The twin-island nation of Antigua and Barbuda joins the rest of the region and the wider world in celebrating International Day for Universal Access to Information (IDUAI).
The United Nations Education, Scientific and Cultural Organisation (UNESCO) has been designated by the UN General Assembly as the custodian agency for the global monitoring of part of the SDG target 16.10.2 in terms of which all countries should ensure ‘public access to information and protect fundamental freedoms’ in accordance with national legislation and international agreements.
On 07 November 2015, UNESCO adopted a resolution declaring 28 September every year as IDUAI with relevance to Agenda 2030. This is in reference to the Sustainable Development Goals on investment in rural infrastructure and technology development, positive economic, social and environmental links between urban, peri-urban and rural areas, and initiatives to adopt and implement constitutional, statutory and/or policy guarantees for public access to information.
For this reason, the theme for this year ‘Leaving No One Behind’ is both significant and relevant. As so aptly put by Director General of UNESCO, Audrey Azoulay in his message to mark the occasions of IDUAI, the theme denotes a mission in which the digital technology is an invaluable resource.
However, the unprecedented digital transformation of our era is also leading to new forms of inequality. To combat this, digital innovation must go hand in hand with the obligation of Member States to adopt and improve legislation for public access to information. Through implementing laws, investing in relevant infrastructure and engaging civil society and young people in particular, access to information can protect human rights and drive sustainable development
So, as we observe International Day for Universal Access to Information, let us bear in mind that ‘Knowledge Societies’ are built on freedom of expression, universal access to information and knowledge, respect for cultural and linguistic diversity, and quality education for all.

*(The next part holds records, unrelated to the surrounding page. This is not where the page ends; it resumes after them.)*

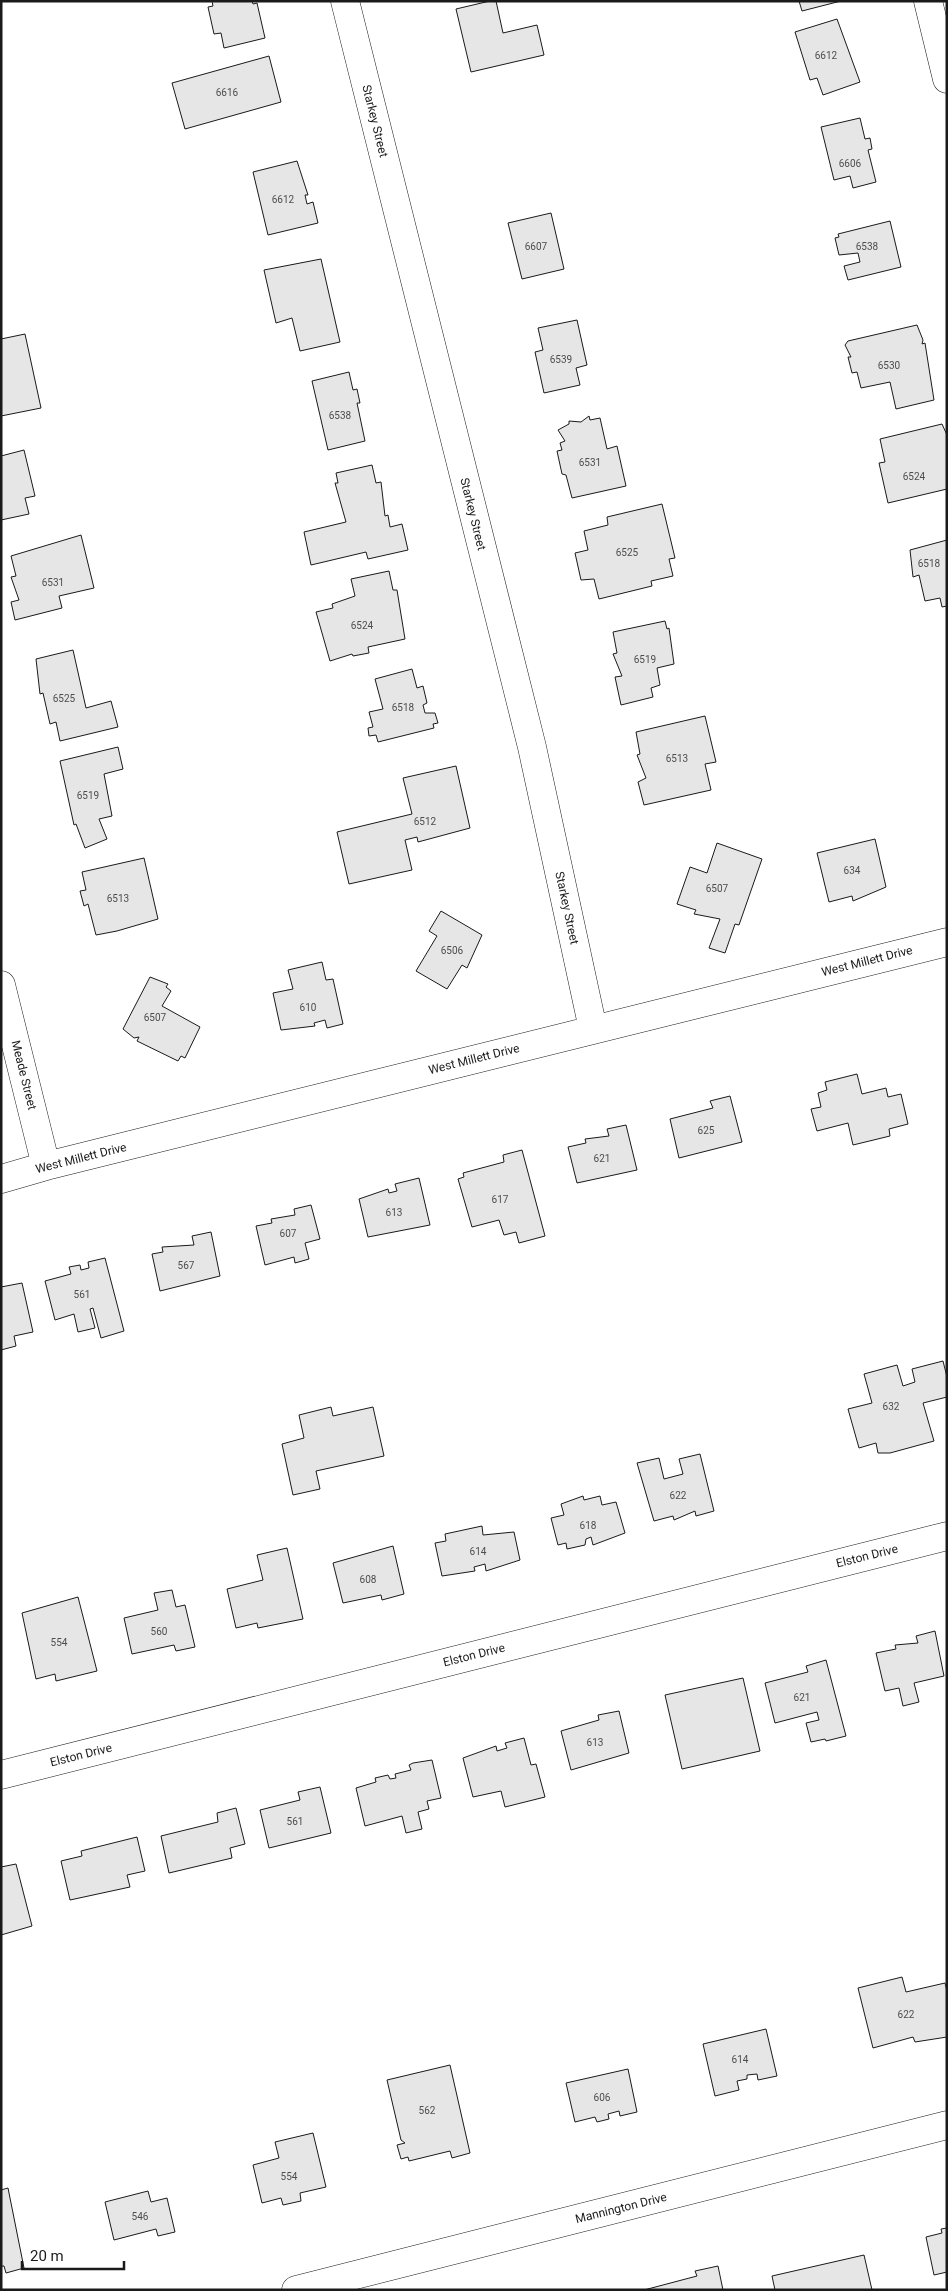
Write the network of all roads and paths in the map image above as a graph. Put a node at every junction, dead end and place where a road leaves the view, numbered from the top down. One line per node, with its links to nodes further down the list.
1 (345, 1): 6 (street, Starkey Street)
2 (928, 1): 3 (street)
3 (947, 79)
4 (947, 942): 6 (street, West Millett Drive)
5 (1, 985): 7 (street, Meade Street)
6 (593, 1029): 7 (street, West Millett Drive)
7 (46, 1166): 8 (street, West Millett Drive)
8 (1, 1179)
9 (947, 1536): 10 (street, Elston Drive)
10 (1, 1775)
11 (947, 2125): 12 (street, Mannington Drive)
12 (296, 2290)

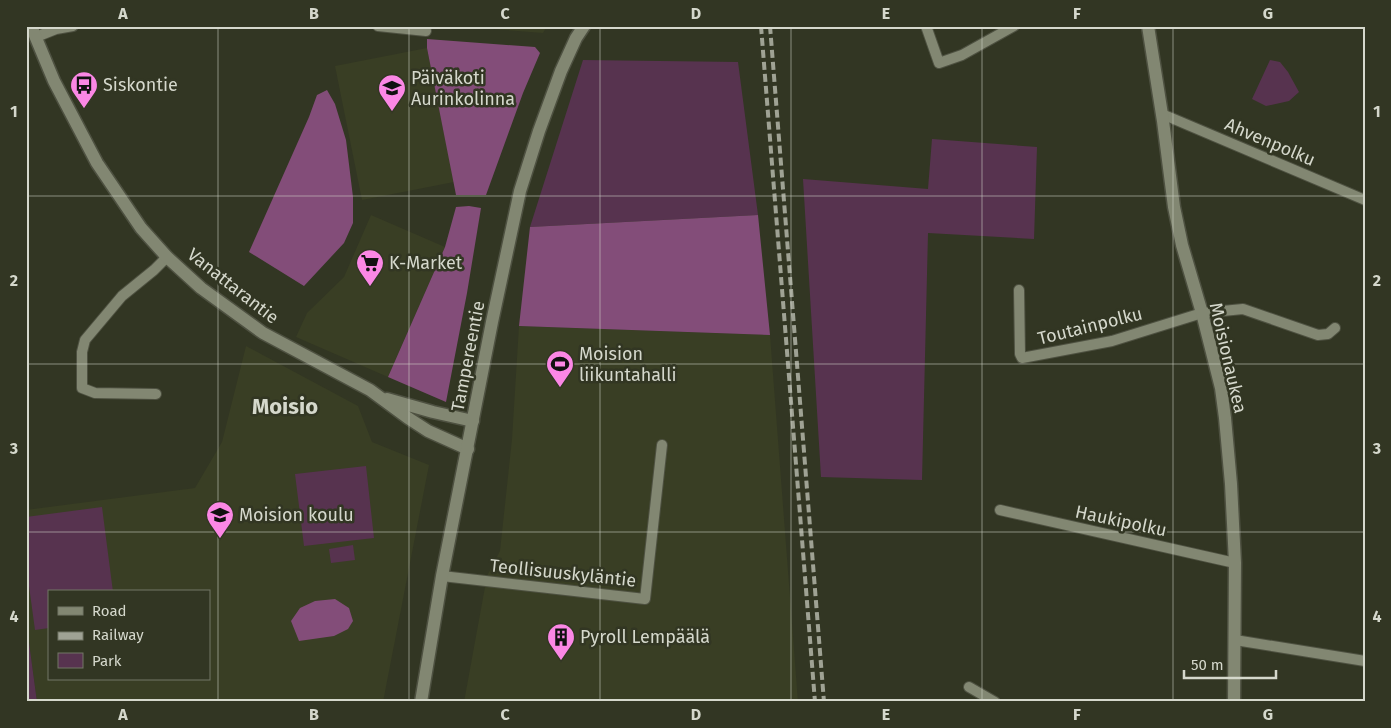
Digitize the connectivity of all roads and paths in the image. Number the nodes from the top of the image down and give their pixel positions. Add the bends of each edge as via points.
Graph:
1 (73, 26) edge
2 (378, 26) edge
3 (584, 26) edge
4 (926, 26) edge
5 (1014, 26) edge
6 (1148, 26) edge
7 (34, 31) edge
8 (426, 31) dead end
9 (1162, 114) junction
10 (1365, 200) edge
11 (167, 257) junction
12 (1019, 290) dead end
13 (1202, 313) junction
14 (1335, 328) dead end
15 (156, 394) dead end
16 (382, 398) junction
17 (473, 420) junction
18 (662, 445) dead end
19 (468, 449) junction
20 (1000, 510) dead end
21 (1235, 563) junction
22 (442, 576) junction
23 (1235, 640) junction
24 (1365, 661) edge
25 (969, 687) dead end
26 (421, 702) edge
27 (995, 702) edge
28 (1234, 702) edge

1 - 7 street
2 - 8 street
3 - 17 street, Tampereentie via 561,71 520,191
4 - 5 street via 939,63 962,55
6 - 9 street, Moisionaukea
7 - 11 street, Vanattarantie via 54,81 97,163 141,228
9 - 10 street, Ahvenpolku
9 - 13 street, Moisionaukea via 1176,216
11 - 15 street via 122,296 85,340 82,352 82,388 95,393
11 - 16 street, Vanattarantie via 201,288 262,333
12 - 13 street, Toutainpolku via 1022,358 1112,340
13 - 14 street via 1242,309 1318,335 1328,334
13 - 21 street, Moisionaukea via 1224,408
16 - 17 street, Vanattarantie
16 - 19 street, Vanattarantie via 428,431
17 - 19 street, Tampereentie
18 - 22 street, Teollisuuskyläntie via 645,599
19 - 22 street, Tampereentie
20 - 21 street, Haukipolku
21 - 23 street, Moisionaukea
22 - 26 street, Tampereentie
23 - 24 street
23 - 28 street, Moisionaukea
25 - 27 street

Let us remember that infrastructure and technology development are essential elements in building knowledge societies, while inequalities of access to information sources, contents and infrastructures cast doubt on the information society’s global character and hampers its growth.
The adoption of freedom of and/or access to information laws has been noted as a global trend during the last decade with more than 120 countries (including some independent jurisdictions) having legal frameworks in 2019. Nevertheless, according to the World Trends in Freedom of Expression and Media Development report of 2017/2018, there is much to be done globally to improve awareness of such laws and especially their implementation.
We will do our part in promoting open access to information and sustainable development in accordance to international best practices and standards.